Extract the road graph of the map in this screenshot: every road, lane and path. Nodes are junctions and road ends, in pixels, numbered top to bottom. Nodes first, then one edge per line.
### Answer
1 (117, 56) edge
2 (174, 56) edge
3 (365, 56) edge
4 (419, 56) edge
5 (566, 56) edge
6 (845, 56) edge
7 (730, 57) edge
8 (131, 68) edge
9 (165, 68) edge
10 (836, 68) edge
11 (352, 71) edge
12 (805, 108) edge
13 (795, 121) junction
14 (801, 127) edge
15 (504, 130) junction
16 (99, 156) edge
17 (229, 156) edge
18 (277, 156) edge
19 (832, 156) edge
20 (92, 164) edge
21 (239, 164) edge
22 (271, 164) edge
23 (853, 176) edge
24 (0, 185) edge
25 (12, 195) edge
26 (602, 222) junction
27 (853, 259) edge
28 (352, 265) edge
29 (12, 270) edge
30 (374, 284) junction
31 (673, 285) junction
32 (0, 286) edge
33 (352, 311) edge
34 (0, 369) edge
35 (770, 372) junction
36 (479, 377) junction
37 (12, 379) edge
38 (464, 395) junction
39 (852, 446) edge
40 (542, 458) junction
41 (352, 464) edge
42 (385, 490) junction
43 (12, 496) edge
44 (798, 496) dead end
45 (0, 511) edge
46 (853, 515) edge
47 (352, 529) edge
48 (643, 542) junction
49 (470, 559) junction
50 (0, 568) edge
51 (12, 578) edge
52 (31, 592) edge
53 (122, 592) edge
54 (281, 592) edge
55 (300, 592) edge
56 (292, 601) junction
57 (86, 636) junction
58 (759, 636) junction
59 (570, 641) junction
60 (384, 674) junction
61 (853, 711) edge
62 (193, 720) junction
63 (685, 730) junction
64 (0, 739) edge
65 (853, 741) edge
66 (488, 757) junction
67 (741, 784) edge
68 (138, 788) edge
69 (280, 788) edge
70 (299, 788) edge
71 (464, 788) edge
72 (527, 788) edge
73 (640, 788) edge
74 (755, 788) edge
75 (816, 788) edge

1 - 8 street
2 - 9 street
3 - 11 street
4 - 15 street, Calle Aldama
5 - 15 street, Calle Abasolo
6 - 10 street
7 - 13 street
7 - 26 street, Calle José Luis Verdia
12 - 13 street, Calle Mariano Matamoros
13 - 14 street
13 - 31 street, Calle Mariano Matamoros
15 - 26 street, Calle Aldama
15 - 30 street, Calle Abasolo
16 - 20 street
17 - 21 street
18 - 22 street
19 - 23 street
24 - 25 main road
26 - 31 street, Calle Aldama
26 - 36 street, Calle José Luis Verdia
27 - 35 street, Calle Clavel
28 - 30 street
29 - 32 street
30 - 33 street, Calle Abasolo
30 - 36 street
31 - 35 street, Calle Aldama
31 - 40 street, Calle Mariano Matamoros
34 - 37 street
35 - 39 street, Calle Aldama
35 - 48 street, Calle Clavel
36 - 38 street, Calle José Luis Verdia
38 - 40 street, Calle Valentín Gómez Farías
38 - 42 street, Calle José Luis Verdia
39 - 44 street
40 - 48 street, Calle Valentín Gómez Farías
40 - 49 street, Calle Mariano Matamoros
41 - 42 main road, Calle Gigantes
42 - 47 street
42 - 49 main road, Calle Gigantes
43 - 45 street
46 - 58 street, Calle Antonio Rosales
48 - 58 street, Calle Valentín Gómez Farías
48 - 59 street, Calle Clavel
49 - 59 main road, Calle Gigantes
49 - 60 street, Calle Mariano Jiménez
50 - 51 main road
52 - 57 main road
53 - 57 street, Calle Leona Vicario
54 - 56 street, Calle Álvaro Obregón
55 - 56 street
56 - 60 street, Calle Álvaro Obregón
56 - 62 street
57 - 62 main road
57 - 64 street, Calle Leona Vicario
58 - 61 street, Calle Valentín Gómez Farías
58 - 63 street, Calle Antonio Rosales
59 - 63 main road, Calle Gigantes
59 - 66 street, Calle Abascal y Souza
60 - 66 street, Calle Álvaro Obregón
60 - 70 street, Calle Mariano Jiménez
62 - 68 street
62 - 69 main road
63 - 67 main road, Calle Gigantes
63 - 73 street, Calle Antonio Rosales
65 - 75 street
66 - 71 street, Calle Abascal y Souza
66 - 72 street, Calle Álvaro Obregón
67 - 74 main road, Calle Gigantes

• PROBLEM: Once more, write out the records above, exactly as they stand.

• ANSWER BOX:
Extract the road graph of the map in this screenshot: every road, lane and path. Nodes are junctions and road ends, in pixels, numbered top to bottom. Nodes first, then one edge per line.
### Answer
1 (117, 56) edge
2 (174, 56) edge
3 (365, 56) edge
4 (419, 56) edge
5 (566, 56) edge
6 (845, 56) edge
7 (730, 57) edge
8 (131, 68) edge
9 (165, 68) edge
10 (836, 68) edge
11 (352, 71) edge
12 (805, 108) edge
13 (795, 121) junction
14 (801, 127) edge
15 (504, 130) junction
16 (99, 156) edge
17 (229, 156) edge
18 (277, 156) edge
19 (832, 156) edge
20 (92, 164) edge
21 (239, 164) edge
22 (271, 164) edge
23 (853, 176) edge
24 (0, 185) edge
25 (12, 195) edge
26 (602, 222) junction
27 (853, 259) edge
28 (352, 265) edge
29 (12, 270) edge
30 (374, 284) junction
31 (673, 285) junction
32 (0, 286) edge
33 (352, 311) edge
34 (0, 369) edge
35 (770, 372) junction
36 (479, 377) junction
37 (12, 379) edge
38 (464, 395) junction
39 (852, 446) edge
40 (542, 458) junction
41 (352, 464) edge
42 (385, 490) junction
43 (12, 496) edge
44 (798, 496) dead end
45 (0, 511) edge
46 (853, 515) edge
47 (352, 529) edge
48 (643, 542) junction
49 (470, 559) junction
50 (0, 568) edge
51 (12, 578) edge
52 (31, 592) edge
53 (122, 592) edge
54 (281, 592) edge
55 (300, 592) edge
56 (292, 601) junction
57 (86, 636) junction
58 (759, 636) junction
59 (570, 641) junction
60 (384, 674) junction
61 (853, 711) edge
62 (193, 720) junction
63 (685, 730) junction
64 (0, 739) edge
65 (853, 741) edge
66 (488, 757) junction
67 (741, 784) edge
68 (138, 788) edge
69 (280, 788) edge
70 (299, 788) edge
71 (464, 788) edge
72 (527, 788) edge
73 (640, 788) edge
74 (755, 788) edge
75 (816, 788) edge

1 - 8 street
2 - 9 street
3 - 11 street
4 - 15 street, Calle Aldama
5 - 15 street, Calle Abasolo
6 - 10 street
7 - 13 street
7 - 26 street, Calle José Luis Verdia
12 - 13 street, Calle Mariano Matamoros
13 - 14 street
13 - 31 street, Calle Mariano Matamoros
15 - 26 street, Calle Aldama
15 - 30 street, Calle Abasolo
16 - 20 street
17 - 21 street
18 - 22 street
19 - 23 street
24 - 25 main road
26 - 31 street, Calle Aldama
26 - 36 street, Calle José Luis Verdia
27 - 35 street, Calle Clavel
28 - 30 street
29 - 32 street
30 - 33 street, Calle Abasolo
30 - 36 street
31 - 35 street, Calle Aldama
31 - 40 street, Calle Mariano Matamoros
34 - 37 street
35 - 39 street, Calle Aldama
35 - 48 street, Calle Clavel
36 - 38 street, Calle José Luis Verdia
38 - 40 street, Calle Valentín Gómez Farías
38 - 42 street, Calle José Luis Verdia
39 - 44 street
40 - 48 street, Calle Valentín Gómez Farías
40 - 49 street, Calle Mariano Matamoros
41 - 42 main road, Calle Gigantes
42 - 47 street
42 - 49 main road, Calle Gigantes
43 - 45 street
46 - 58 street, Calle Antonio Rosales
48 - 58 street, Calle Valentín Gómez Farías
48 - 59 street, Calle Clavel
49 - 59 main road, Calle Gigantes
49 - 60 street, Calle Mariano Jiménez
50 - 51 main road
52 - 57 main road
53 - 57 street, Calle Leona Vicario
54 - 56 street, Calle Álvaro Obregón
55 - 56 street
56 - 60 street, Calle Álvaro Obregón
56 - 62 street
57 - 62 main road
57 - 64 street, Calle Leona Vicario
58 - 61 street, Calle Valentín Gómez Farías
58 - 63 street, Calle Antonio Rosales
59 - 63 main road, Calle Gigantes
59 - 66 street, Calle Abascal y Souza
60 - 66 street, Calle Álvaro Obregón
60 - 70 street, Calle Mariano Jiménez
62 - 68 street
62 - 69 main road
63 - 67 main road, Calle Gigantes
63 - 73 street, Calle Antonio Rosales
65 - 75 street
66 - 71 street, Calle Abascal y Souza
66 - 72 street, Calle Álvaro Obregón
67 - 74 main road, Calle Gigantes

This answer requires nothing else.